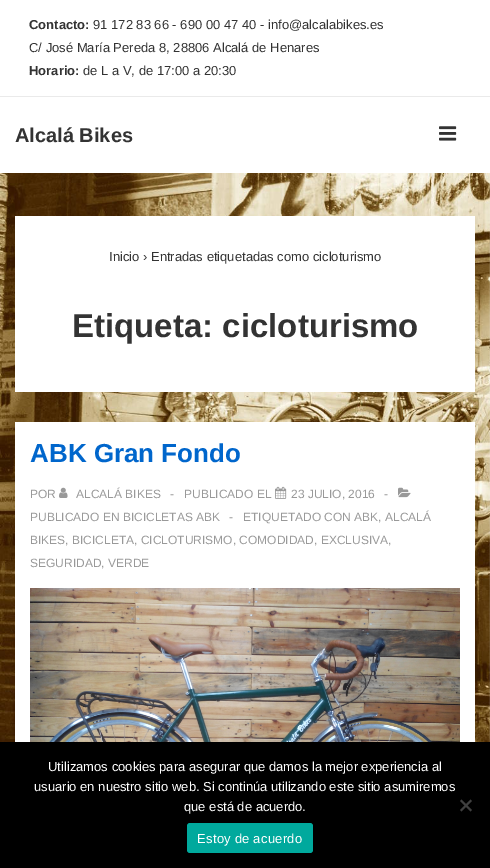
%!PS
<< /PageSize [490 868] >> setpagedevice
/rgb { 3 { 255 div 3 1 roll } repeat setrgbcolor } def
/font { [ exch dup neg 0 0 3 -1 roll 0 0 ] selectfont } def
/roundrect { 5 dict begin { /r /h /w /y /x } { exch def } forall
  x r add y moveto x w add y 2 copy h add r arct x w add y h add x 1 index r arct
  x y h add x y r arct x y 2 copy exch w add exch r arct closepath end } def
/picture { 5 dict begin { /h /w /y /x /name } { exch def } forall
  gsave x y translate w h scale
  w h 8 [w 0 0 h 0 0] name (r) file false 3 colorimage grestore end } def
0 868 translate 1 -1 scale
4 setmiterlimit
255 255 255 rgb
0 0 490 868 rectfill
(img/1.rgb) 0 173 490 569 picture
234 234 234 rgb
0 96 490 1 rectfill
(img/2.rgb) 439 126 18 15 picture
255 255 255 rgb
15 216 460 176 rectfill
15 422 460 320 rectfill
(img/3.rgb) 59 487 9 11 picture
(img/4.rgb) 275 486 12 13 picture
(img/5.rgb) 398 487 13 11 picture
(img/6.rgb) 30 588 430 154 picture
0 0 0 rgb
0 742 490 126 rectfill
64 64 64 rgb
470.5 799.5 moveto 472 801 lineto 461.5 811.5 lineto 460 810 lineto closepath fill
460 801 moveto 461.5 799.5 lineto 472 810 lineto 470.5 811.5 lineto closepath fill
0 169 157 rgb
187 823 126 30 3 roundrect fill
/LiberationSans-Bold 13 font
51 51 51 rgb
29 29 moveto (Contacto:) show
/LiberationSans-Regular 13 font
93 29 moveto (91 172 83 66 - 690 00 47 40 - info@alcalabikes.es) show
29 52 moveto (C/ José María Pereda 8, 28806 Alcalá de Henares) show
/LiberationSans-Bold 13 font
29 75 moveto (Horario:) show
/LiberationSans-Regular 13 font
83 75 moveto (de L a V, de 17:00 a 20:30) show
/LiberationSans-Bold 20 font
15 142 moveto (Alcalá Bikes) show
/LiberationSans-Regular 13 font
109 261 moveto (Inicio › Entradas etiquetadas como cicloturismo) show
/LiberationSans-Bold 33 font
72 337 moveto (Etiqueta: cicloturismo) show
/LiberationSans-Bold 26 font
0 102 204 rgb
30 462 moveto (ABK Gran Fondo) show
/LiberationSans-Regular 12 font
153 153 153 rgb
[
  [(POR) 30 498]
  [(ALCALÁ BIKES) 76 498]
  [(-) 170 498]
  [(PUBLICADO EL) 184 498]
  [(23 JULIO, 2016) 291 498]
  [(-) 384 498]
  [(PUBLICADO EN BICICLETAS ABK) 30 521]
  [(-) 229 521]
  [(ETIQUETADO CON ABK, ALCALÁ) 243 521]
  [(BIKES, BICICLETA, CICLOTURISMO, COMODIDAD, EXCLUSIVA,) 30 544]
  [(SEGURIDAD, VERDE) 30 567]
] { aload pop moveto show } forall
/LiberationSans-Regular 13 font
255 255 255 rgb
[
  [(Utilizamos cookies para asegurar que damos la mejor experiencia al) 48 771]
  [(usuario en nuestro sitio web. Si continúa utilizando este sitio asumiremos) 34 791]
  [(que está de acuerdo.) 184 811]
] { aload pop moveto show } forall
197 843 moveto 0.25 0 (Estoy de acuerdo) ashow
showpage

════════════════════

__EXERCISE INSTRUCTIONS__:
Pictures are to be left out; otherwise, retype exactly the lines from the first line of the data through the line containing "0 96 490 1 rectfill".

__PROBLEM SOLUTION__:
%!PS
<< /PageSize [490 868] >> setpagedevice
/rgb { 3 { 255 div 3 1 roll } repeat setrgbcolor } def
/font { [ exch dup neg 0 0 3 -1 roll 0 0 ] selectfont } def
/roundrect { 5 dict begin { /r /h /w /y /x } { exch def } forall
  x r add y moveto x w add y 2 copy h add r arct x w add y h add x 1 index r arct
  x y h add x y r arct x y 2 copy exch w add exch r arct closepath end } def
/picture { 5 dict begin { /h /w /y /x /name } { exch def } forall
  gsave x y translate w h scale
  w h 8 [w 0 0 h 0 0] name (r) file false 3 colorimage grestore end } def
0 868 translate 1 -1 scale
4 setmiterlimit
255 255 255 rgb
0 0 490 868 rectfill
(img/1.rgb) 0 173 490 569 picture
234 234 234 rgb
0 96 490 1 rectfill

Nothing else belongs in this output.